Fans of sports wring their hands about the situation. Should PEDs be allowed? If not, how do you catch the cheaters? And, how will you ever clean up sports? The answer to these questions is an easy one. You don't need fancy tests to detect steroids and EPO. If there is money in the sport, there are performance enhancing drugs. This is professional football. This is baseball. This is track and field. This is the Olympics. If money is to be made from prize purses, salaries, and endorsements, there will be cheating to get it. Cleaning up sports is easy. Remove the money from those sports. When this happens, steroids and EPO will vanish.
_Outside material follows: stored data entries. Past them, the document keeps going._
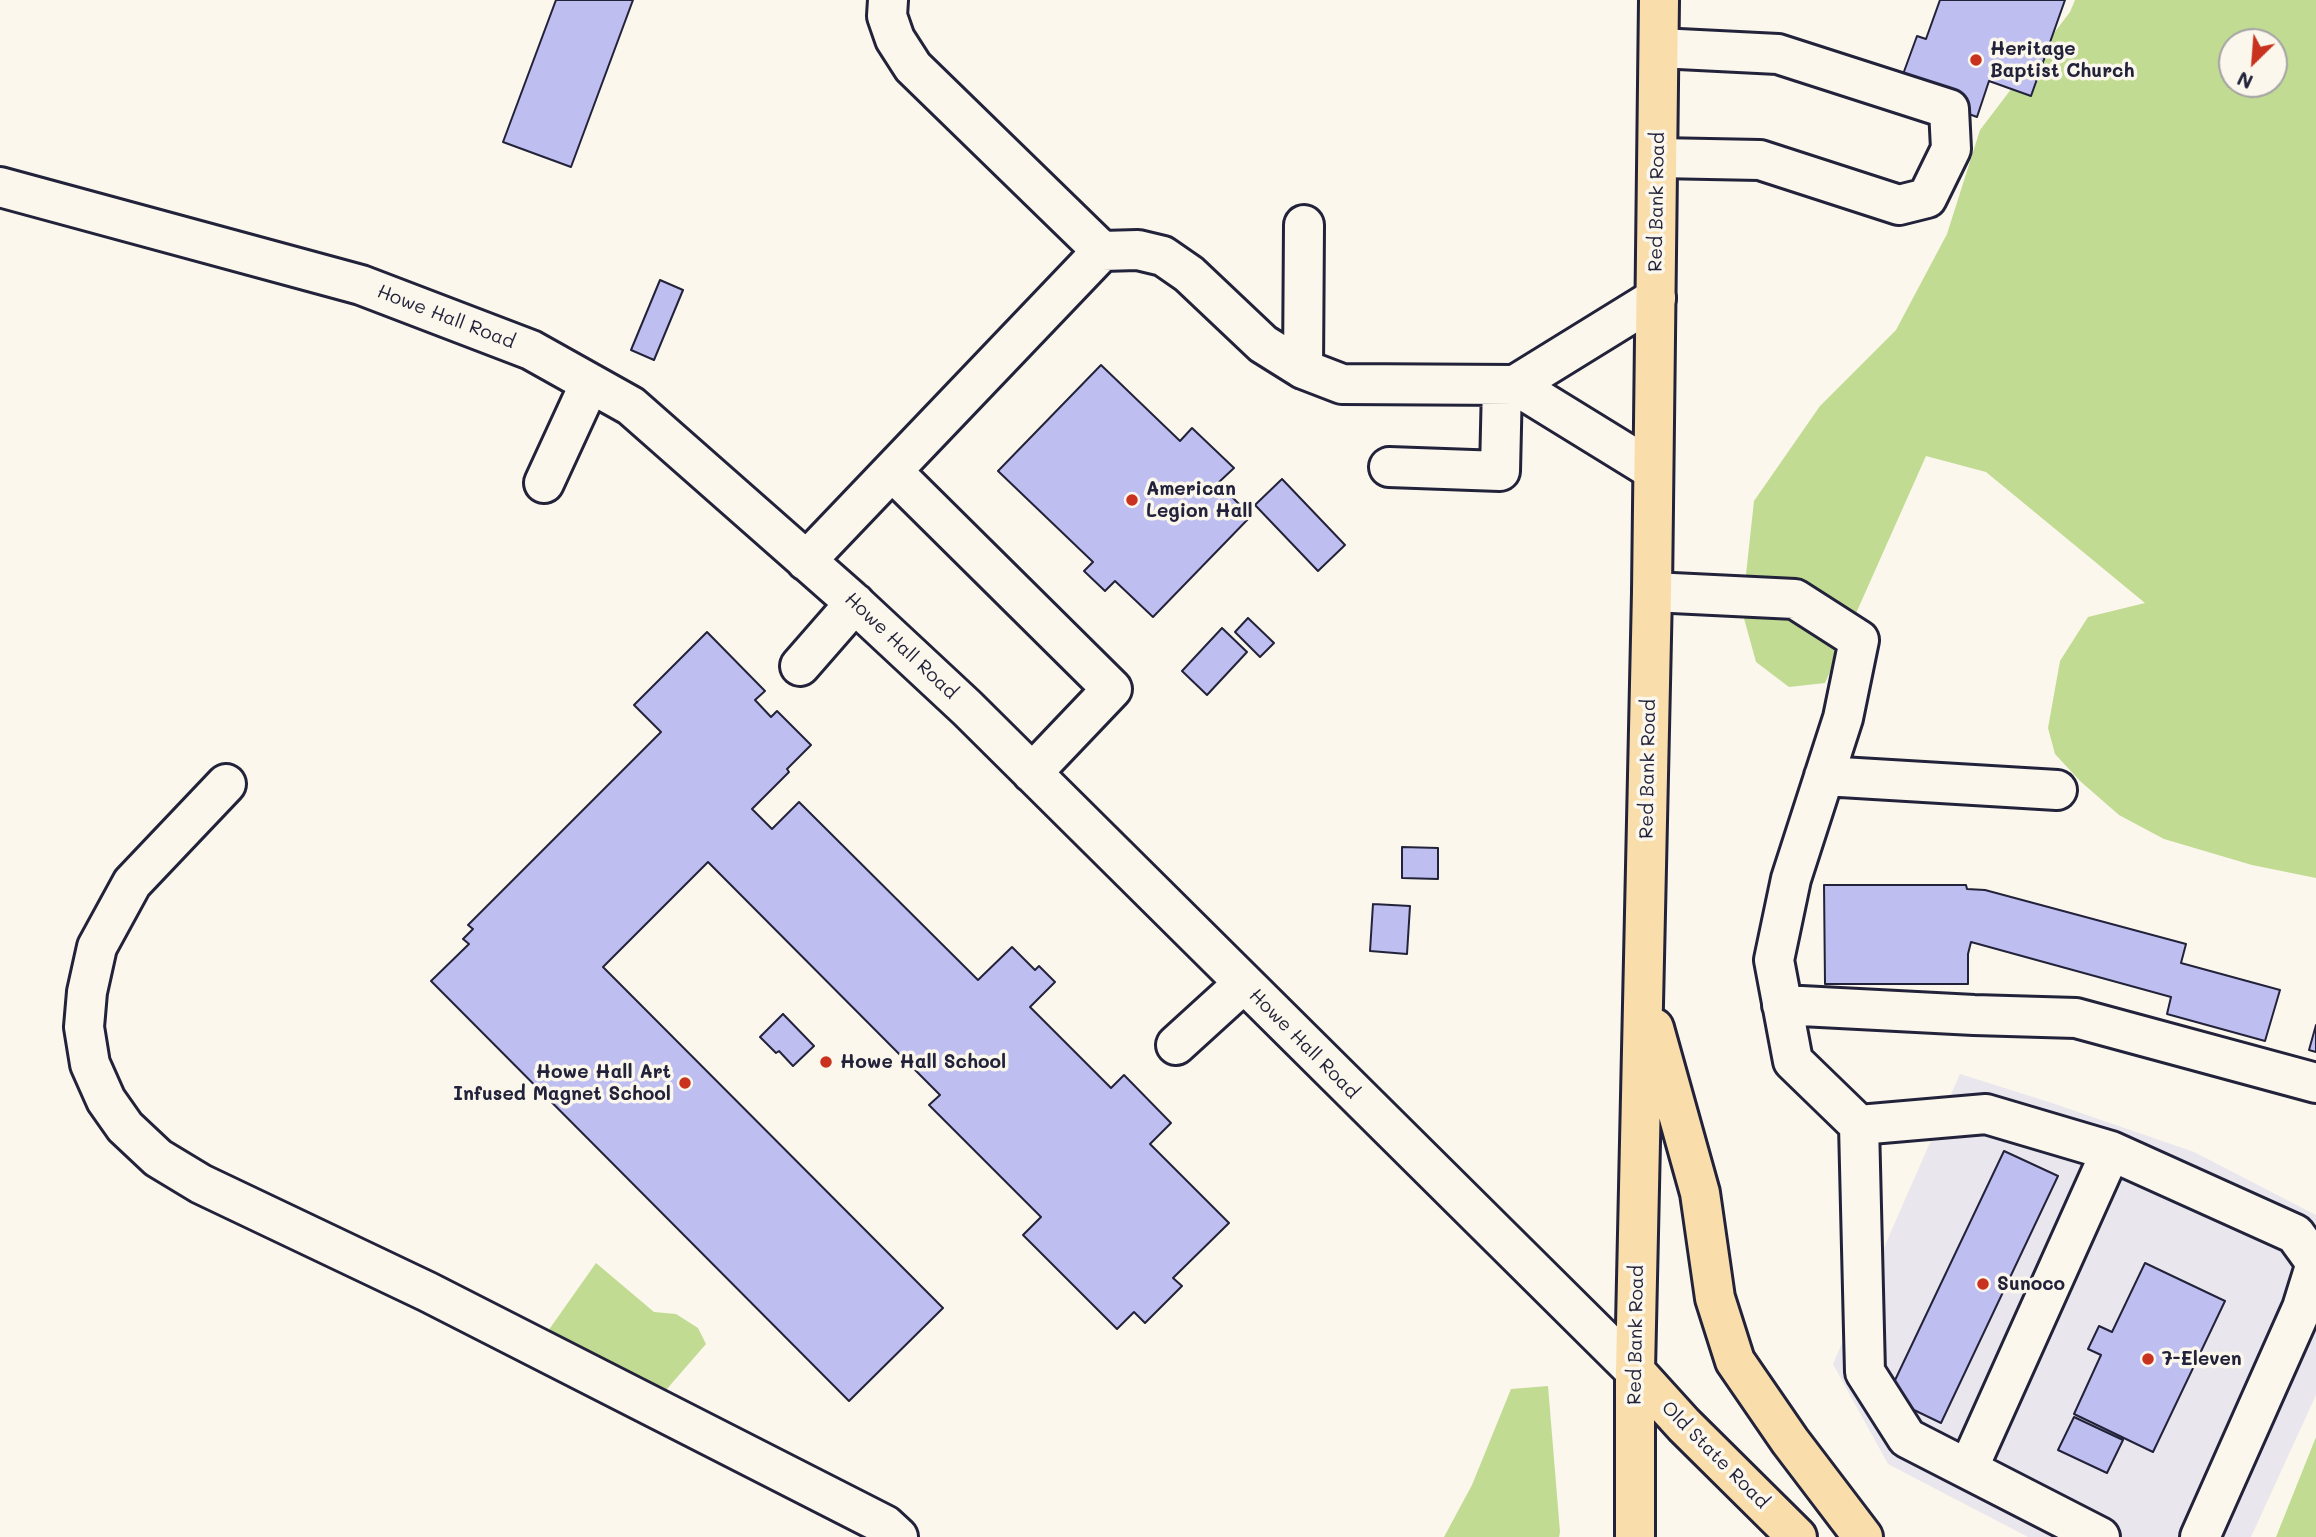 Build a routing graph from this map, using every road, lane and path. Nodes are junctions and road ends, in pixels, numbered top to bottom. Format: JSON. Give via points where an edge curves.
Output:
{"nodes":[{"id":1,"x":888,"y":0,"type":"edge"},
{"id":2,"x":1659,"y":0,"type":"edge"},
{"id":3,"x":1660,"y":48,"type":"junction"},
{"id":4,"x":1658,"y":158,"type":"junction"},
{"id":5,"x":0,"y":187,"type":"edge"},
{"id":6,"x":1304,"y":225,"type":"dead end"},
{"id":7,"x":1102,"y":251,"type":"junction"},
{"id":8,"x":1656,"y":298,"type":"junction"},
{"id":9,"x":1303,"y":369,"type":"junction"},
{"id":10,"x":590,"y":383,"type":"junction"},
{"id":11,"x":1509,"y":385,"type":"junction"},
{"id":12,"x":1389,"y":467,"type":"dead end"},
{"id":13,"x":1653,"y":470,"type":"junction"},
{"id":14,"x":892,"y":471,"type":"junction"},
{"id":15,"x":544,"y":483,"type":"dead end"},
{"id":16,"x":807,"y":561,"type":"junction"},
{"id":17,"x":1651,"y":592,"type":"junction"},
{"id":18,"x":855,"y":603,"type":"junction"},
{"id":19,"x":800,"y":666,"type":"dead end"},
{"id":20,"x":1032,"y":773,"type":"junction"},
{"id":21,"x":1824,"y":776,"type":"junction"},
{"id":22,"x":226,"y":784,"type":"dead end"},
{"id":23,"x":2057,"y":790,"type":"dead end"},
{"id":24,"x":1243,"y":984,"type":"junction"},
{"id":25,"x":1643,"y":989,"type":"junction"},
{"id":26,"x":1783,"y":1005,"type":"junction"},
{"id":27,"x":1176,"y":1045,"type":"dead end"},
{"id":28,"x":2316,"y":1083,"type":"edge"},
{"id":29,"x":1859,"y":1125,"type":"junction"},
{"id":30,"x":2111,"y":1151,"type":"junction"},
{"id":31,"x":1635,"y":1371,"type":"junction"},
{"id":32,"x":1968,"y":1469,"type":"junction"},
{"id":33,"x":898,"y":1537,"type":"edge"},
{"id":34,"x":1635,"y":1537,"type":"edge"},
{"id":35,"x":1797,"y":1537,"type":"edge"},
{"id":36,"x":1863,"y":1537,"type":"edge"},
{"id":37,"x":2100,"y":1537,"type":"edge"},
{"id":38,"x":2200,"y":1537,"type":"edge"}],
"edges":[{"from":1,"to":7,"type":"street","via":[[887,16],[895,39],[913,67]]},
{"from":2,"to":3,"type":"main road","name":"Red Bank Road"},
{"from":3,"to":4,"type":"main road","name":"Red Bank Road"},
{"from":3,"to":4,"type":"street","via":[[1778,54],[1949,109],[1951,149],[1927,198],[1899,205],[1760,160]]},
{"from":4,"to":8,"type":"main road","name":"Red Bank Road"},
{"from":5,"to":10,"type":"street","name":"Howe Hall Road","via":[[361,285],[531,350]]},
{"from":6,"to":9,"type":"street"},
{"from":7,"to":9,"type":"street","via":[[1138,250],[1163,256],[1189,274],[1263,344]]},
{"from":7,"to":14,"type":"street"},
{"from":8,"to":11,"type":"street"},
{"from":8,"to":13,"type":"main road","name":"Red Bank Road"},
{"from":9,"to":11,"type":"street","via":[[1342,384]]},
{"from":10,"to":15,"type":"street"},
{"from":10,"to":16,"type":"street","name":"Howe Hall Road","via":[[631,406]]},
{"from":11,"to":12,"type":"street","via":[[1500,471]]},
{"from":11,"to":13,"type":"street"},
{"from":13,"to":17,"type":"main road","name":"Red Bank Road"},
{"from":14,"to":16,"type":"street"},
{"from":14,"to":20,"type":"street","via":[[1112,689]]},
{"from":16,"to":18,"type":"street","name":"Howe Hall Road"},
{"from":17,"to":21,"type":"street","via":[[1794,599],[1858,640],[1843,718]]},
{"from":17,"to":25,"type":"main road","name":"Red Bank Road"},
{"from":18,"to":19,"type":"street"},
{"from":18,"to":20,"type":"street","name":"Howe Hall Road"},
{"from":20,"to":24,"type":"street","name":"Howe Hall Road"},
{"from":21,"to":23,"type":"street"},
{"from":21,"to":26,"type":"street","via":[[1791,879],[1774,960]]},
{"from":22,"to":33,"type":"street","via":[[132,883],[97,947],[84,1027],[90,1064],[125,1128],[158,1158],[201,1184],[428,1292],[885,1525]]},
{"from":24,"to":27,"type":"street"},
{"from":24,"to":31,"type":"street","name":"Howe Hall Road"},
{"from":25,"to":31,"type":"main road","name":"Red Bank Road"},
{"from":25,"to":36,"type":"main road","via":[[1700,1192],[1715,1298],[1735,1361]]},
{"from":26,"to":28,"type":"street","via":[[2076,1018]]},
{"from":26,"to":29,"type":"street","via":[[1793,1061]]},
{"from":29,"to":30,"type":"street","via":[[1986,1114]]},
{"from":29,"to":32,"type":"street","via":[[1865,1372],[1907,1438]]},
{"from":30,"to":32,"type":"street"},
{"from":30,"to":38,"type":"street","via":[[2295,1234],[2316,1263],[2302,1308]]},
{"from":31,"to":34,"type":"main road","name":"Red Bank Road"},
{"from":31,"to":35,"type":"main road","name":"Old State Road"},
{"from":32,"to":37,"type":"street"}]}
This crazy idea of removing money from sports is called "amateurism." Back in the day, people from the upper classes participated in sports without financial remuneration. They did it for fun or what have you. Golf and tennis spring to mind. Then, colleges and universities got in on it and maintain the outward dedication to amatuerism to this day even if it is a sham. But then, people started to see the potential for profit because these sports were great entertainment. So, professional sports were born. Gambling was the first corruption followed by performance enhancing drugs. Professional boxing is a complete joke which no one watches today because of its corruption. Other sports like professional football, hockey, and MMA resemble human chicken fights. Cheating is so bad now that people take it as a given that their favorite athlete is on the juice.

When sports become professional, they become corrupt. Anyone who participates in these sports is corrupted by association with these sports. I will go further. Any athlete who accepts money for being an athlete is corrupted. That last statement is a showstopper. Now, we do not hesitate to say that a woman who has sex for money is a prostitute. Well, an athlete who performs for money is also a prostitute. This is because they are doing it for something other than love. And when you, the fan of professional sports, watch your games on television, you are watching athletic pornography. You are not watching human beings performing at the height of their virtues but merely watching people abusing their bodies to make a dollar.
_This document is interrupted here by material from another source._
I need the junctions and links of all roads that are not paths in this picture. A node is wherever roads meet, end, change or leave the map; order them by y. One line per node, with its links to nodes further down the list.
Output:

Some will make the argument that the paid actor or the paid musician is no different than the paid athlete, but they do not see the error in their thinking. The paid actor is making believe. The paid actor is paid to entertain. The same is true of the paid musician. For the creative artist, integrity has more to do with selling some additional product like branded vodka or iJunk from Apple. But that is the subject for another essay. I can say that I am on safe ground when I make the claim that people expect their athletes to be more than just mere entertainers. If they didn't, professional wrestling would be more widely watched than professional football. Boxing fans wouldn't be so upset over the numerous fixed fights that have turned boxing into professional wrestling. Sports fans wouldn't care that a baseball game was thrown to help gamblers make a huge profit. But sports is entertainment which is why sports fans are either gullible dupes or jaded cynics.

People ask me why I gave up watching sports, and I tell them that if I am going to watch make believe I will just rent a movie. My advice to people is to stop watching sports. Give them up. Take back your time you are wasting watching bad entertainment. Watch a movie and play sports instead. A sport should be something you do and not something you watch. It could be hiking, bowling, golf, running road races, or playing hoops in the driveway with your kids. Be your own hero for a change. This is the essence of amateurism. And if you are good at a sport, enjoy it at the highest unpaid level possible. This would be collegiate intramural sports because even college sports have been tainted by professionalism. Or, you could just bowl in the local league. You will have fun and probably get in shape.

If it is amateur, it will be clean. If it is professional, it will be dirty. Just don't try and fool yourself into thinking that professional is clean. It isn't. Professional sports are entertainment. Rodman knew it and elevated his game into a circus. He put on a good show because that's what fans want. They want the win, and they want the lies to be true. A professional athlete is a professional liar. A fan of professional sports is a dupe. It will always be this way.